Start of INPUT MATERIAL

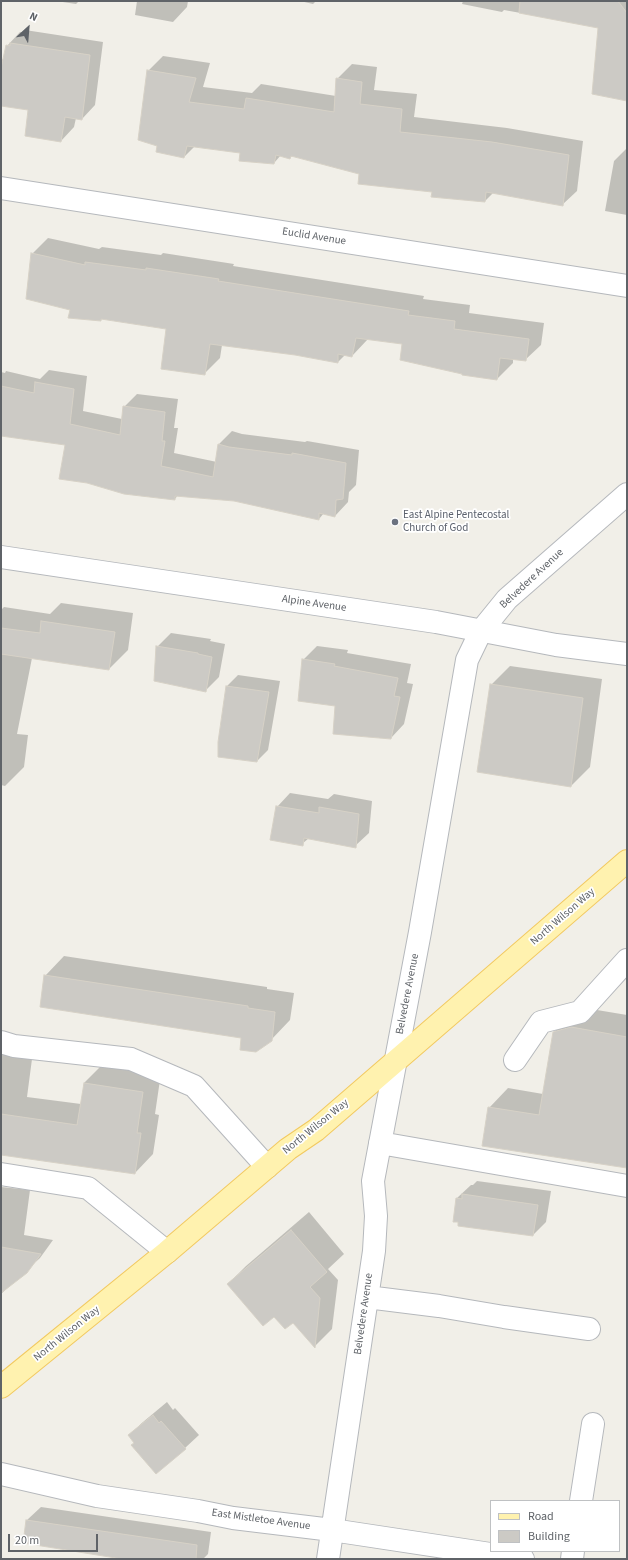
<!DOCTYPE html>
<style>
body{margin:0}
#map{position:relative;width:628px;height:1560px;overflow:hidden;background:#f1efe8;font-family:"Source Sans 3",sans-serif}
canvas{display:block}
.frame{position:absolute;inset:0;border:2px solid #5f6368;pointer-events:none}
.legend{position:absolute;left:490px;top:1500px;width:130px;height:52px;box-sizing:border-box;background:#fff;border:1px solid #bfc1c3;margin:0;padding:5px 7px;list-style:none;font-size:12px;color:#5f6368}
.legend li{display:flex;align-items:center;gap:8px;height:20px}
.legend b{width:20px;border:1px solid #bfc1c3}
.north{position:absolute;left:8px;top:8px;width:40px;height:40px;-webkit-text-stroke:3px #fff;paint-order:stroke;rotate:26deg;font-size:11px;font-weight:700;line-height:16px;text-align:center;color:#5f6368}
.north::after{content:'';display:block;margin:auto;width:14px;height:18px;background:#5f6368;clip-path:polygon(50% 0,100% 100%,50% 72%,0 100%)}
.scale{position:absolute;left:8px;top:1534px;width:90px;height:18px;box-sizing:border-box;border:2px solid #5f6368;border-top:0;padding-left:5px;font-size:12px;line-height:14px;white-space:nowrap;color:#5f6368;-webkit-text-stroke:3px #fff;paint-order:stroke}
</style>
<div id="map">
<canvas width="628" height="1560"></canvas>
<div class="frame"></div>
<ul class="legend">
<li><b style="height:5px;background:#fff2af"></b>Road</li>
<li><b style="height:11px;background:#cccac5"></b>Building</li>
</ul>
<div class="north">N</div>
<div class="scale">20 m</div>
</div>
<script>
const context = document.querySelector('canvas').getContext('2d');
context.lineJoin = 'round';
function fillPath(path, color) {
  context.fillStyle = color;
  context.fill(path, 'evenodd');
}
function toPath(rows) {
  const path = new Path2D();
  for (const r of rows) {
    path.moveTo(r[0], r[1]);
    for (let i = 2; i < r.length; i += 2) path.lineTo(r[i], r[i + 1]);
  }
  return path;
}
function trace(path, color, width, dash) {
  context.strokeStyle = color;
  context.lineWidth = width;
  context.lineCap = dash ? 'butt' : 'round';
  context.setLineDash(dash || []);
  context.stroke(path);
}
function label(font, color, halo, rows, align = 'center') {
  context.font = font + ' "Source Sans 3",sans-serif';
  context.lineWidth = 3.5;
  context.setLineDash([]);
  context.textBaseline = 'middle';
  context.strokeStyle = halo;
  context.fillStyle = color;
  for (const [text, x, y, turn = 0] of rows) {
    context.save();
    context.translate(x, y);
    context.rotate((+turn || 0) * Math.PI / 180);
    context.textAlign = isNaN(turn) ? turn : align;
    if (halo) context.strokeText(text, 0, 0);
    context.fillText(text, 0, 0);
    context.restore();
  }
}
const shadow = toPath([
 [56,1,79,1,76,4],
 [137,1,188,1,187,7,173,22,135,15],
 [300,1,316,1,313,4],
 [463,1,597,1,582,24,504,10,502,12,462,4],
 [620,1,627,1,627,100,600,22],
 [25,30,103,42,95,105,82,119,76,118,74,127,61,141,29,109,1,105,1,59,4,60,7,46,20,32,22,32],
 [163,56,210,63,203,87,252,93,261,84,336,96,337,79,352,64,377,67,374,90,417,94,414,117,507,128,583,141,577,191,562,205,494,192,485,201,433,191,293,155,290,158,281,155,274,163,241,152,195,146,184,157,158,145,148,71],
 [627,148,627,215,605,211,614,161],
 [48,238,99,249,102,247,161,255,163,253,234,264,233,266,424,296,423,299,470,305,469,313,544,323,541,345,525,360,513,359,513,363,497,379,463,373,404,343,368,339,352,356,346,354,338,362,296,354,222,345,220,358,204,374,168,328,103,318,101,320,71,309,32,254],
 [49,370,87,376,83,411,122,419,124,407,137,394,178,399,174,428,178,428,174,453,217,462,219,444,232,431,242,434,305,442,307,441,359,450,356,485,349,492,348,502,335,516,324,513,319,519,234,500,178,495,175,499,66,444,1,435,1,372,5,373,6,371,40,379],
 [61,603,133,613,128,650,109,669,32,658,17,734,28,735,24,767,5,786,1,785,1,610,4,607,50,614],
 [171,633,211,639,210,641,225,644,219,677,205,691,157,647],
 [317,646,348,650,347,653,411,664,407,683,413,684,404,724,391,738,336,705,303,660],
 [510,666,602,679,590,767,571,786,491,685],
 [238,675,280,681,268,750,257,761,227,686],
 [290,793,328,799,334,794,372,801,369,833,355,846,309,838,302,844,277,807],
 [64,956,267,987,267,989,294,993,290,1020,271,1040,242,1038,45,976],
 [591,1009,627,1015,627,1167,489,1108,508,1088,543,1094,554,1032,573,1013],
 [1,1054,32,1059,27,1097,81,1104,84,1083,103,1064,161,1073,155,1114,159,1115,153,1154,135,1173,1,1154],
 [477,1181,551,1191,546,1222,533,1235,457,1198,471,1185,473,1185],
 [1,1187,30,1190,24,1235,53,1240,40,1258,1,1294],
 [309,1212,344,1254,328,1269,338,1280,332,1329,315,1346,293,1322,274,1315,228,1284,246,1266],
 [167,1402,173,1410,175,1408,199,1435,185,1448,135,1443,129,1435,143,1422],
 [41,1507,211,1532,208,1554,203,1559,134,1559,24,1543,27,1520]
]);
const building = toPath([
 [520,1,618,1,627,13,627,101,592,94,598,28,519,13,520,1],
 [10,43,90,55,82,120,65,117,61,142,25,136,28,110,1,106,1,68,6,45,10,46,10,43],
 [147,70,196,78,189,102,244,109,246,98,334,112,336,78,362,82,360,104,402,109,400,132,492,142,569,155,563,206,486,192,485,202,431,197,432,192,358,184,359,174,291,156,290,159,276,155,274,164,239,161,240,153,187,146,184,158,156,152,157,146,138,140,147,70],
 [31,253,85,265,85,262,146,270,146,268,219,279,218,281,409,311,408,315,455,321,454,329,529,339,526,361,500,358,497,380,462,375,462,374,400,360,402,344,356,338,352,357,338,354,338,363,295,355,210,344,205,375,161,369,166,329,101,319,101,321,68,318,70,310,26,299,31,253],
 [35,382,74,389,70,424,120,435,123,406,165,412,162,441,165,441,161,466,213,477,218,444,229,447,292,455,292,453,346,463,343,499,336,500,335,517,319,513,319,520,234,501,175,496,175,500,124,494,87,483,59,479,65,445,1,436,1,386,34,393,35,382],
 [41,621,115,632,109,670,1,654,1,628,40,633,41,621],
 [156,646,198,653,198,654,212,657,206,692,154,681,156,646],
 [302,659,335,664,334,666,398,678,394,696,400,697,391,739,333,734,335,706,298,701,302,659],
 [490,684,583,698,571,787,477,772,490,684],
 [226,686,269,692,257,762,218,757,218,742,226,686],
 [276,806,319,813,319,807,359,814,356,848,304,838,303,846,270,840,276,806],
 [44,975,248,1006,248,1008,275,1012,272,1041,256,1052,240,1050,241,1038,40,1007,44,975],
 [571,1027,627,1037,627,1168,482,1146,488,1107,539,1115,553,1032,571,1027],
 [84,1083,143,1092,137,1133,141,1133,135,1174,1,1155,1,1114,77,1125,84,1083],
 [462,1194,538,1205,533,1236,458,1226,458,1222,453,1222,456,1198,462,1199,462,1194],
 [291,1230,327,1272,310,1287,320,1298,315,1348,293,1323,285,1329,274,1317,263,1326,227,1284,291,1230],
 [1,1247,41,1254,27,1273,1,1293,1,1247],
 [153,1415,159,1423,161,1421,186,1449,156,1474,131,1445,134,1443,128,1435,153,1415],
 [26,1520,197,1545,196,1559,122,1559,23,1543,26,1520]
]);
const minor = toPath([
 [1,188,627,286],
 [1,557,436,622,556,645,627,654],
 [1,1042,14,1046,131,1059,194,1086,267,1167],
 [515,1060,541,1022,580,1012,627,960],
 [380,1143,627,1186],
 [1,1174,88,1188,167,1252],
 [367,1297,439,1306,504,1317,589,1329],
 [1,1474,97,1496,198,1511,233,1518,332,1530,523,1559],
 [581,1501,593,1424],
 [328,1559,374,1251,376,1216,373,1181,420,932,467,660,481,631,507,599,627,494],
 [572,1559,573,1551]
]);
const major = toPath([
 [1,1387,167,1252,288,1149,316,1130,627,861]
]);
const markers = [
 [395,522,4,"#6b7280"]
];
const streetNames = [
 ["Euclid Avenue",314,237,9],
 ["Belvedere Avenue",532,579,-43],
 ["Alpine Avenue",314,604,8],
 ["North Wilson Way",563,917,-41],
 ["Belvedere Avenue",408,994,-79],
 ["North Wilson Way",316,1127,-39],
 ["Belvedere Avenue",364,1314,-82],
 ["North Wilson Way",67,1334,-39],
 ["East Mistletoe Avenue",261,1520,8]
];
const worshipNames = [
 ["East Alpine Pentecostal",403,516],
 ["Church of God",403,529]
];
fillPath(shadow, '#0003');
fillPath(building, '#cccac5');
trace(building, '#d6d1c6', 1);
trace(minor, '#b5b8bc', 24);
trace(major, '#f2c960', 24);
trace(minor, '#fff', 22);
trace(major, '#fff2af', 22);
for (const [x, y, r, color] of markers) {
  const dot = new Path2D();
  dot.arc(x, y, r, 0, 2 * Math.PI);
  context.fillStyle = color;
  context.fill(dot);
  trace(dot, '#fff', 1.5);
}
label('11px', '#5f6368', '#fff', streetNames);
label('11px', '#5b616d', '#fff', worshipNames, 'left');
</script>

End of INPUT MATERIAL

The lines of the records that contain the string "halo" should be located and copied.

function label(font, color, halo, rows, align = 'center') {
  context.strokeStyle = halo;
    if (halo) context.strokeText(text, 0, 0);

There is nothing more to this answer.